In contrast, library functions usually cannot stop program execution (crash the system), which is why they need to indicate the problem to the caller using error codes or exceptions.

Functions that are private to a module (static fuctions in C, which often do the actual work) should not need to check their arguments, because passing valid arguments is the responsibility of the “nearby” (higher-level) caller. Arguments passed from callers outside the module should have been already checked in the entry point function.

It is also much easier to use assertions than returning error codes when encountering an unexpected situation or an invalid system state.

thread_t thread = scheduler_get_next_thread();
if (thread != NULL) {
    // do something with thread
}
...

thread_t thread = scheduler_get_next_thread();
assert(thread != NULL && "scheduler: nothing to schedule")
// do something with thread

Avoid resource leaks

Do you release previously allocated resources in early returns from functions?

C does not have a garbage collector that would free unused memory for you. Memory leaks often happen when a function fails in the middle of resource allocation and previous (succesfully allocated) resources are not returned.

In C you will mostly deal with memory leaks. But the rule applies to any resource, ranging from open file to a database cursor.

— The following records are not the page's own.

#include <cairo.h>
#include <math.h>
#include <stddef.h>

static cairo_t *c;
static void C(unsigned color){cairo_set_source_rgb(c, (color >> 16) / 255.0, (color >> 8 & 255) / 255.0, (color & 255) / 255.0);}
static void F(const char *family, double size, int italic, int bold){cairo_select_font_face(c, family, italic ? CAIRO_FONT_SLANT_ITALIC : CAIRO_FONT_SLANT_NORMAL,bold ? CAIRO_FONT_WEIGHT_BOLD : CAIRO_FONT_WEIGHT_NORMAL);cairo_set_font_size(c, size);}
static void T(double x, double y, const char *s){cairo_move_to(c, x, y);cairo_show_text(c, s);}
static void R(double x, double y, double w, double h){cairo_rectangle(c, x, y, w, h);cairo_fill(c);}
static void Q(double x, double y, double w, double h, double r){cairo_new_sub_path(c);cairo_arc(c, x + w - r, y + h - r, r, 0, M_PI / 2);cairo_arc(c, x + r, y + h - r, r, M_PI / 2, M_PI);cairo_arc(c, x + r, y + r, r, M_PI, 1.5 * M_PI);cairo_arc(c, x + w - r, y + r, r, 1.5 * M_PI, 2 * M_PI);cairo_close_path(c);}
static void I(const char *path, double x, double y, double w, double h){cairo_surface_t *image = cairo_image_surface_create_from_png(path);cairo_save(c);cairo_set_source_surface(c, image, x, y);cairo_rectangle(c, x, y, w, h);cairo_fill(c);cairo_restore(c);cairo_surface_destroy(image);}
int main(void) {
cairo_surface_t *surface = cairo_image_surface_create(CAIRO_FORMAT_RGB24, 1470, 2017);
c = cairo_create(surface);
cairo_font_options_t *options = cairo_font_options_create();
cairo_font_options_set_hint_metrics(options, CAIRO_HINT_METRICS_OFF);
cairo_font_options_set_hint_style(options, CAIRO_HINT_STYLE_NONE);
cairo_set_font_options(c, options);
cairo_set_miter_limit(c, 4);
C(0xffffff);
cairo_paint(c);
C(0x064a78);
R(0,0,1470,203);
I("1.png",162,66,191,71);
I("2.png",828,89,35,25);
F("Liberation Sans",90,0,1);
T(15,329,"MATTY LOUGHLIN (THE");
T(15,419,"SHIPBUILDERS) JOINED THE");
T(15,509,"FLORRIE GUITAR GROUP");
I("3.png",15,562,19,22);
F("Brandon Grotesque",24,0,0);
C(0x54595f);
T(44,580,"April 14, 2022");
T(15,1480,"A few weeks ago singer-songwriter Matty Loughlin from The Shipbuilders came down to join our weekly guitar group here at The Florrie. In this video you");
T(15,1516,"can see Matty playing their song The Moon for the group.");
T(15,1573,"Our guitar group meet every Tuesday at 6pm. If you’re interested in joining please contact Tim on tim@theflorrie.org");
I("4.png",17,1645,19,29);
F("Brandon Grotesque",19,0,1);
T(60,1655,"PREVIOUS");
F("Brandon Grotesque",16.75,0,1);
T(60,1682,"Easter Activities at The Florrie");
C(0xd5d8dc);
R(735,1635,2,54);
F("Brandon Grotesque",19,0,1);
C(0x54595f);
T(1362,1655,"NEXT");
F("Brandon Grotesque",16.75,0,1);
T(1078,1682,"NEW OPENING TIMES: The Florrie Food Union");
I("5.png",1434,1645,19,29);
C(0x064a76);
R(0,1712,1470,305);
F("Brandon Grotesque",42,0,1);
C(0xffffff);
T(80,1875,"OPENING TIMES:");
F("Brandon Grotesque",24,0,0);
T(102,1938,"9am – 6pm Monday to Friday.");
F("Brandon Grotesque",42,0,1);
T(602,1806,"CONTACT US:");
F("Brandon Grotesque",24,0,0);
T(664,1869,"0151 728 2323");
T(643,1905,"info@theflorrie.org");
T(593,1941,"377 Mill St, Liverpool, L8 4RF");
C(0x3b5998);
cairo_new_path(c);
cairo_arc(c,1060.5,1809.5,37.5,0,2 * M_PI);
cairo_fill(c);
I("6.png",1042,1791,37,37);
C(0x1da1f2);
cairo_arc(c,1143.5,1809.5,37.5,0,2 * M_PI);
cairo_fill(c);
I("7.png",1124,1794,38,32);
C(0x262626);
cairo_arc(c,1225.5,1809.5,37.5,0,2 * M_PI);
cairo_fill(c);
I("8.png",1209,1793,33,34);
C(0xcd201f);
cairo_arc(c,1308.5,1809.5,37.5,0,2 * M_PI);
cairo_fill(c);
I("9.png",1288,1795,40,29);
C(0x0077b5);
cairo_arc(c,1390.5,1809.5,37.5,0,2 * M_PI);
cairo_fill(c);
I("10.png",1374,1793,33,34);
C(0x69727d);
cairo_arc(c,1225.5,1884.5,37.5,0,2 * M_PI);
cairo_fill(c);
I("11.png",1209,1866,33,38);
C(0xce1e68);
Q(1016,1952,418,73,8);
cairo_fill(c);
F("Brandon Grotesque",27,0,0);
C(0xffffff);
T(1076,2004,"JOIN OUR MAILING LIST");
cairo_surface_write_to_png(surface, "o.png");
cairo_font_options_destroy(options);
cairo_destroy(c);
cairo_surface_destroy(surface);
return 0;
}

void* stack = kmalloc(THREAD_STACK_SIZE);
thread_t* new_thread = kmalloc(sizeof(thread_t));
if (stack == NULL || new_thread == NULL) {
    *thread_out = NULL;
    return ENOMEM;
}
...

void* stack = kmalloc(THREAD_STACK_SIZE);
if (stack == NULL) {
    return ENOMEM;
}
thread_t* new_thread = kmalloc(sizeof(thread_t));
if (new_thread == NULL) {
    kfree(stack);
    return ENOMEM;
}
...

Protect shared structures (but not local state)

Is any access to shared data protected by mutex or is inside a section with disabled interrupts?

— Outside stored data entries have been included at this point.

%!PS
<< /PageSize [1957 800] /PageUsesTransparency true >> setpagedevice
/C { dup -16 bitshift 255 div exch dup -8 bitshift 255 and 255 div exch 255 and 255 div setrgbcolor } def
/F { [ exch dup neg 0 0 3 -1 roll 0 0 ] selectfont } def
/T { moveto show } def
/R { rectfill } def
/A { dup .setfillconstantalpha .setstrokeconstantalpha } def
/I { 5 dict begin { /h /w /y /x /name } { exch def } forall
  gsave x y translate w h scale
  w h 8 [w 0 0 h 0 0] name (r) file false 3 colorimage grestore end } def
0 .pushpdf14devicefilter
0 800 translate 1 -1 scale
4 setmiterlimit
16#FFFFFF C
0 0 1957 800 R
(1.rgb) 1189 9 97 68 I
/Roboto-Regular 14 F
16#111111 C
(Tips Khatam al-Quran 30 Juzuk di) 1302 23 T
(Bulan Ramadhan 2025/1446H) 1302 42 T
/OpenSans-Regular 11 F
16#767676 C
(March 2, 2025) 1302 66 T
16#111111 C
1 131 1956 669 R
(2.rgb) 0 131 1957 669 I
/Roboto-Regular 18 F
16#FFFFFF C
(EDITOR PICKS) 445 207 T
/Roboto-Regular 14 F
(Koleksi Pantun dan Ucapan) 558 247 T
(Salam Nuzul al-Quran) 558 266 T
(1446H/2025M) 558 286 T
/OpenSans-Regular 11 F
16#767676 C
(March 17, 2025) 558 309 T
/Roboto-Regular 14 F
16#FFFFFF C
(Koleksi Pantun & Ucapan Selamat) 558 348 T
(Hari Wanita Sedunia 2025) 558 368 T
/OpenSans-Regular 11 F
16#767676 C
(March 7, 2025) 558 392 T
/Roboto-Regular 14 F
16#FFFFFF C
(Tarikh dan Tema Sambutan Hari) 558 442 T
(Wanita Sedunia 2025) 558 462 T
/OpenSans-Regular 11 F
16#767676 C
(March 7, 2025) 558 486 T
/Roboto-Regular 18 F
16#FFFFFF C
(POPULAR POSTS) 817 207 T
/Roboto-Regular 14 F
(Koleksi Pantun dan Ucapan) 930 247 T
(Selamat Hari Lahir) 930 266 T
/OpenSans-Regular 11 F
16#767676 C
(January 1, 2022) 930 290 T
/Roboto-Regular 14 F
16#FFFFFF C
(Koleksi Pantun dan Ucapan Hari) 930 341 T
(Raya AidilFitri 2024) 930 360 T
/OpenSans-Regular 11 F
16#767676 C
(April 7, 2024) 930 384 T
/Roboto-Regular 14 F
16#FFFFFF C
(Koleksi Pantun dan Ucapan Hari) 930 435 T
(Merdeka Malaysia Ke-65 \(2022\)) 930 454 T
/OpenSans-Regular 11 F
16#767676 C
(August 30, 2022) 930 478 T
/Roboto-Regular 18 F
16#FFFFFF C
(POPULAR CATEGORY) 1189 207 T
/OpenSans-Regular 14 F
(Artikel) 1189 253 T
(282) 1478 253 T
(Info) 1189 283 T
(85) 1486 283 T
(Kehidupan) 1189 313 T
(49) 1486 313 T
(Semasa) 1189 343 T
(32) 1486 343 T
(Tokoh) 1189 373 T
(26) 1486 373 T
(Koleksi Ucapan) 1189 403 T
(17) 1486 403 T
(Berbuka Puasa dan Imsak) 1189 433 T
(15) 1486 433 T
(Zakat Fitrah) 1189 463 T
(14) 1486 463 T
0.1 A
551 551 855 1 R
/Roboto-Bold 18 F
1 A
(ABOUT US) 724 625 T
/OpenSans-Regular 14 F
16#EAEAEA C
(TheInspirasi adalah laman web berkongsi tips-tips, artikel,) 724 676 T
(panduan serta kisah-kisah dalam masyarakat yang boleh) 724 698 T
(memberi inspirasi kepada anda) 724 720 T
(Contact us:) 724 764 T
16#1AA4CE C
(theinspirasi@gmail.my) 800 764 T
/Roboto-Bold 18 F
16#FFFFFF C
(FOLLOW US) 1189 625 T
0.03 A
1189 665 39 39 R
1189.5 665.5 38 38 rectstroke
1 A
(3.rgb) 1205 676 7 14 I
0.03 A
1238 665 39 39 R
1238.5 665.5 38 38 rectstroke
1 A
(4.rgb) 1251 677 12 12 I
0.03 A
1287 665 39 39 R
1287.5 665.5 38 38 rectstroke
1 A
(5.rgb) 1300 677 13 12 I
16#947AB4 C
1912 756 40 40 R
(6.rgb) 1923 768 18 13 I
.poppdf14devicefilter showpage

Once your kernel runs with interrupts enabled (and preemptive scheduling), a thread can be rescheduled virtually at any time. Thus any code that might leave any data in inconsistent state (when rescheduled) must either use locking or must be inside a section where interrupts are disabled (and hence rescheduling will not happen).

void *allocate(size_t size) {
    uintptr_t heap_next_free = heap_first_free + size;
    if (heap_next_free > heap_end) {
        return NULL;
    }
    void* result = (void*)heap_first_free;
    heap_first_free = heap_next_free;
    return result;
}

void *allocate(size_t size) {
    bool ipl = interrupts_disable();
    uintptr_t heap_next_free = heap_first_free + size;
    if (heap_next_free > heap_end) {
        interrupts_restore(ipl);
        return NULL;
    }
    void* result = (void*)heap_first_free;
    heap_first_free = heap_next_free;
    interrupts_restore(ipl);
    return result;
}

Are mutexes and disable-interrupt-blocks as short as possible?

While protecting shared structure is required, it is not necessary to guard sections where interrupts are harmless. Preventing rescheduling reduces throughput and is generally a bad practice (and it can also raise questions whether the author understands why the protection is needed).

errno_t thread_create(...) {
    bool ipl = interrupts_disable();
    thread_t* thread = kmalloc(...);
    if (thread == NULL) {
        interrupts_restore(ipl);
        return ENOMEM;
    }
    initialize_thread_context(&thread->context);
    scheduler_add_ready_thread(thread);
    list_append(&all_threads, &thread->link);
    interrupts_restore(ipl);
    return EOK;
}

errno_t thread_create(...) {
    thread_t* thread = kmalloc(...);
    if (thread == NULL) {
        return ENOMEM;
    }
    initialize_thread_context(&thread->context);
    // Add to list of all threads and
    // to scheduler atomically.
    bool ipl = interrupts_disable();
    scheduler_add_ready_thread(thread);
    list_append(&all_threads, &thread->link);
    interrupts_restore(ipl);
    return EOK;
}